Interface InputFormat<OT,​T extends InputSplit>

  • Type Parameters:
    OT - The type of the produced records.
    T - The type of input split.
    All Superinterfaces:
    InputSplitSource<T>, Serializable
    All Known Implementing Classes:
    BinaryInputFormat, DelimitedInputFormat, FileInputFormat, GenericCsvInputFormat, GenericInputFormat, ReplicatingInputFormat, RichInputFormat, SerializedInputFormat

    @Public
    public interface InputFormat<OT,​T extends InputSplit>
    extends InputSplitSource<T>, Serializable
    The base interface for data sources that produces records.

    The input format handles the following:

    • It describes how the input is split into splits that can be processed in parallel.
    • It describes how to read records from the input split.
    • It describes how to gather basic statistics from the input.

    The life cycle of an input format is the following:

    1. After being instantiated (parameterless), it is configured with a Configuration object.

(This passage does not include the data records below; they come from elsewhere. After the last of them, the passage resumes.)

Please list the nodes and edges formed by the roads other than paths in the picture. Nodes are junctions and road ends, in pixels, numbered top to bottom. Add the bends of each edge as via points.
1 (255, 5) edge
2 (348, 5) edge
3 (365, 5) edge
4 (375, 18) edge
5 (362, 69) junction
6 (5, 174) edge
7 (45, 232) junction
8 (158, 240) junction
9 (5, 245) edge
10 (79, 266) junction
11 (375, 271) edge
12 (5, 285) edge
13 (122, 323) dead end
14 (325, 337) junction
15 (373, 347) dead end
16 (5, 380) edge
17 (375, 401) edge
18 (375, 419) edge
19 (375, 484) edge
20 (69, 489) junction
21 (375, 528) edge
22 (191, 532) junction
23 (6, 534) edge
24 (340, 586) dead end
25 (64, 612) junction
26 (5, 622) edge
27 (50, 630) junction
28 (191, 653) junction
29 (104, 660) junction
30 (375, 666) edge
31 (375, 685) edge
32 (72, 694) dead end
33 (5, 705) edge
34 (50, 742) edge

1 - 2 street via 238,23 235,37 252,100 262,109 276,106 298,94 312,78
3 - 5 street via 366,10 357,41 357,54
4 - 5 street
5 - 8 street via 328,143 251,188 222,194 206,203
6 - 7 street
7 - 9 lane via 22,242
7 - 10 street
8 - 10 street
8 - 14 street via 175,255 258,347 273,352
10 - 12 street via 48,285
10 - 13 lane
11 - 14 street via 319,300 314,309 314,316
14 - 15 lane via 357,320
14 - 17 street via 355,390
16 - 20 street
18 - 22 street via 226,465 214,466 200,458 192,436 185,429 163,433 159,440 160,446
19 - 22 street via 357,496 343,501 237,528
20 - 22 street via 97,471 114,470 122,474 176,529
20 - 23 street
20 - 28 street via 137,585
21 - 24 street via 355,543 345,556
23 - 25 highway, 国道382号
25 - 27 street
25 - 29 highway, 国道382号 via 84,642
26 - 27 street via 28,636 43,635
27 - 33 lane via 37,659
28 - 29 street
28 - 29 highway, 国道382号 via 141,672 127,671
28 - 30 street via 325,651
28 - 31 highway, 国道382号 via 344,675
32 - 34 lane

Basic fields are read from the configuration, such as a file path, if the format describes files as input.
    2. Optionally: It is called by the compiler to produce basic statistics about the input.
    3. It is called to create the input splits.
    4. Each parallel input task creates an instance, configures it and opens it for a specific split.
    5. All records are read from the input
    6. The input format is closed

    IMPORTANT NOTE: Input formats must be written such that an instance can be opened again after it was closed. That is due to the fact that the input format is used for potentially multiple splits. After a split is done, the format's close function is invoked and, if another split is available, the open function is invoked afterwards for the next split.

    See Also:
    InputSplit, BaseStatistics
    • Method Detail

      • configure

        void configure​(Configuration parameters)
        Configures this input format. Since input formats are instantiated generically and hence parameterless, this method is the place where the input formats set their basic fields based on configuration values.

        This method is always called first on a newly instantiated input format.

        Parameters:
        parameters - The configuration with all parameters (note: not the Flink config but the TaskConfig).
      • getStatistics

        BaseStatistics getStatistics​(BaseStatistics cachedStatistics)
                              throws IOException
        Gets the basic statistics from the input described by this format. If the input format does not know how to create those statistics, it may return null. This method optionally gets a cached version of the statistics. The input format may examine them and decide whether it directly returns them without spending effort to re-gather the statistics.

        When this method is called, the input format is guaranteed to be configured.

        Parameters:
        cachedStatistics - The statistics that were cached. May be null.
        Returns:
        The base statistics for the input, or null, if not available.
        Throws:
        IOException
      • createInputSplits

        T[] createInputSplits​(int minNumSplits)
                       throws IOException
        Description copied from interface: InputSplitSource
        Computes the input splits. The given minimum number of splits is a hint as to how many splits are desired.
        Specified by:
        createInputSplits in interface InputSplitSource<OT>
        Parameters:
        minNumSplits - Number of minimal input splits, as a hint.
        Returns:
        An array of input splits.
        Throws:
        IOException
      • getInputSplitAssigner

        InputSplitAssigner getInputSplitAssigner​(T[] inputSplits)
        Description copied from interface: InputSplitSource
        Returns the assigner for the input splits. Assigner determines which parallel instance of the input format gets which input split.
        Specified by:
        getInputSplitAssigner in interface InputSplitSource<OT>
        Returns:
        The input split assigner.
      • open

        void open​(T split)
           throws IOException
        Opens a parallel instance of the input format to work on a split.

        When this method is called, the input format it guaranteed to be configured.

        Parameters:
        split - The split to be opened.
        Throws:
        IOException - Thrown, if the spit could not be opened due to an I/O problem.
      • reachedEnd

        boolean reachedEnd()
                    throws IOException
        Method used to check if the end of the input is reached.

        When this method is called, the input format it guaranteed to be opened.

        Returns:
        True if the end is reached, otherwise false.
        Throws:
        IOException - Thrown, if an I/O error occurred.
      • nextRecord

        OT nextRecord​(OT reuse)
               throws IOException
        Reads the next record from the input.

        When this method is called, the input format it guaranteed to be opened.

        Parameters:
        reuse - Object that may be reused.
        Returns:
        Read record.
        Throws:
        IOException - Thrown, if an I/O error occurred.
      • close

        void close()
            throws IOException
        Method that marks the end of the life-cycle of an input split. Should be used to close channels and streams and release resources. After this method returns without an error, the input is assumed to be correctly read.

        When this method is called, the input format it guaranteed to be opened.

        Throws:
        IOException - Thrown, if the input could not be closed properly.